_EXERCISE DETAILS_: Once the lines below holding the string "Chabrowa" are counted, give that number alone.

_GIVEN DATA_:
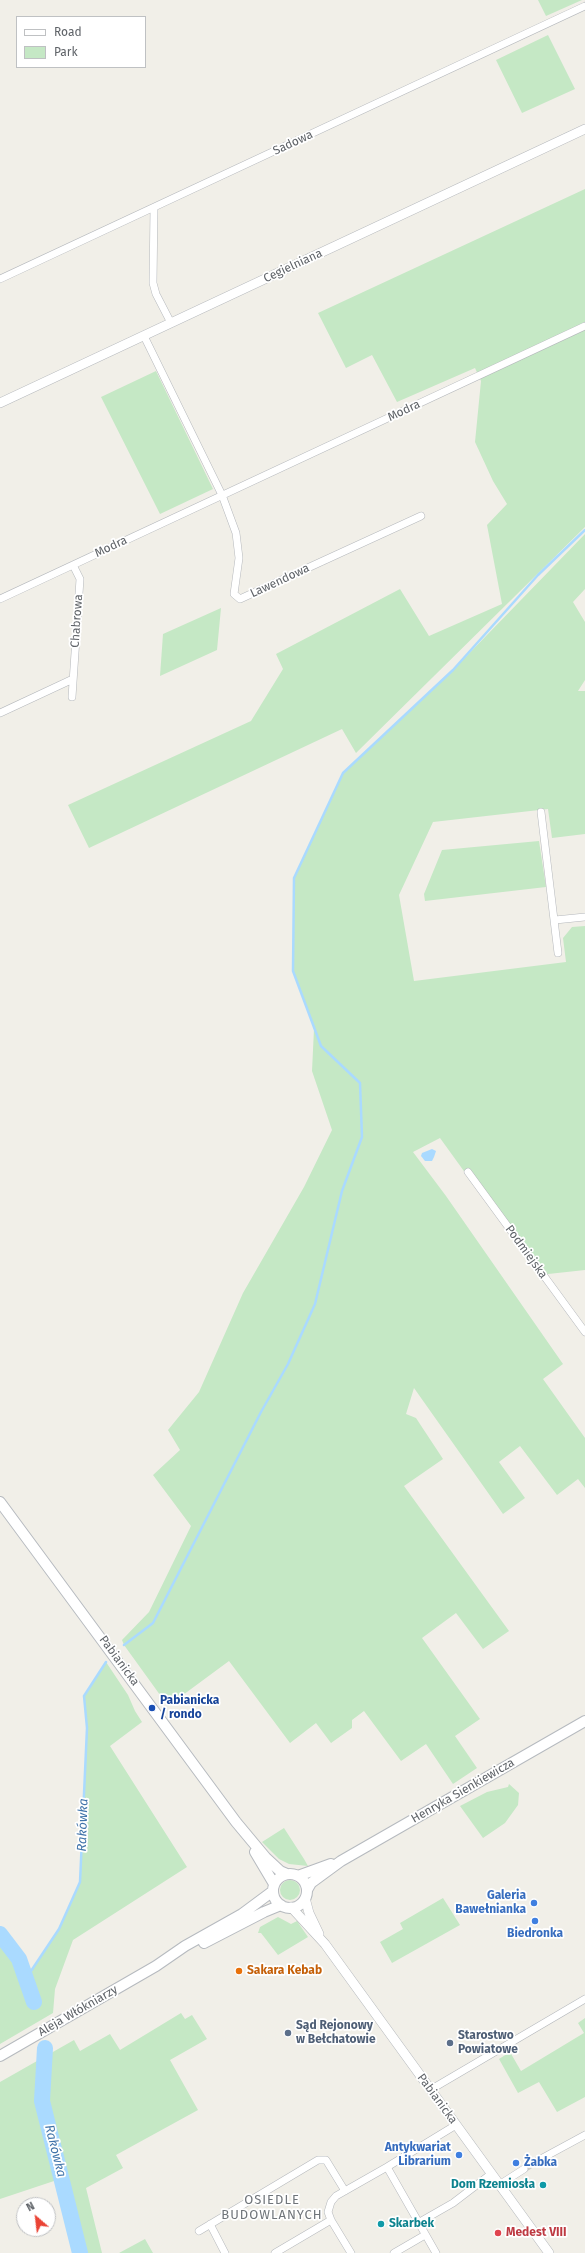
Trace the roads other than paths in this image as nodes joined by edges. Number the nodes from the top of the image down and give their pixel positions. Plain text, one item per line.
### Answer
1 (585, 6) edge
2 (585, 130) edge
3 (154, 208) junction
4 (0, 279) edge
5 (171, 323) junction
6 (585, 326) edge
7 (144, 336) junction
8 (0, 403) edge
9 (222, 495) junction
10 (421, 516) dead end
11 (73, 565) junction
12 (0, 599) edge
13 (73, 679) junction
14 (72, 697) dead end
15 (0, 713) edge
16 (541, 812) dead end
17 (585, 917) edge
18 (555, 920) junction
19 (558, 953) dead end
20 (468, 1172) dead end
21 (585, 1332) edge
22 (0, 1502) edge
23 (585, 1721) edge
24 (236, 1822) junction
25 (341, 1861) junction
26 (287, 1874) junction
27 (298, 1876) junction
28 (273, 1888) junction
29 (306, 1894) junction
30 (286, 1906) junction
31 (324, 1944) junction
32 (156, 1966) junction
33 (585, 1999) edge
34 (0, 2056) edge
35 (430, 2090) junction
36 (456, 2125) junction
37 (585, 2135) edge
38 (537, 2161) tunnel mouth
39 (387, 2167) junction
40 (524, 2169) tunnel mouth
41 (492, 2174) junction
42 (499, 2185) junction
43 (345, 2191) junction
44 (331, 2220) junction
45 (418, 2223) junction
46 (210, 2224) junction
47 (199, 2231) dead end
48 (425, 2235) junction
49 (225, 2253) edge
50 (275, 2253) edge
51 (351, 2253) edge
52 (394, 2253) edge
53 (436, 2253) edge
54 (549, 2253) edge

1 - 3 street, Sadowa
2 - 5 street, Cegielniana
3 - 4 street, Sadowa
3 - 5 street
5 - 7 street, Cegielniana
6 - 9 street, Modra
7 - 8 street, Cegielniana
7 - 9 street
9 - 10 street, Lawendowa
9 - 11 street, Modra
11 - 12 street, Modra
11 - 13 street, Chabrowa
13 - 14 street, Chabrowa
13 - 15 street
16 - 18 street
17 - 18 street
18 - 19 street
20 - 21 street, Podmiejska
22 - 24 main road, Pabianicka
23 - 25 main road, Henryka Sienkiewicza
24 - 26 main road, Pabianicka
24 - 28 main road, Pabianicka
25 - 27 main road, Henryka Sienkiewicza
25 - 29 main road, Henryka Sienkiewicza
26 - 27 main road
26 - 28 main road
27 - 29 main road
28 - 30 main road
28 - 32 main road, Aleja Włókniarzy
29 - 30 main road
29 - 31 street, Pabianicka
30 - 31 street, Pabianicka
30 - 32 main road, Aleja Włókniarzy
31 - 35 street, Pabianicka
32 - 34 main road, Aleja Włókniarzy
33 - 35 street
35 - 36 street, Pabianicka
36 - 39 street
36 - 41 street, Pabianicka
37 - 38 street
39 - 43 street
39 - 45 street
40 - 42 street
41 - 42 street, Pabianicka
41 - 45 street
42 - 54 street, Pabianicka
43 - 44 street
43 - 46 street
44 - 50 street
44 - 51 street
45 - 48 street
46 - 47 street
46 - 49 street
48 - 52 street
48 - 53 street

_ANSWER TO THIS PROBLEM_: 2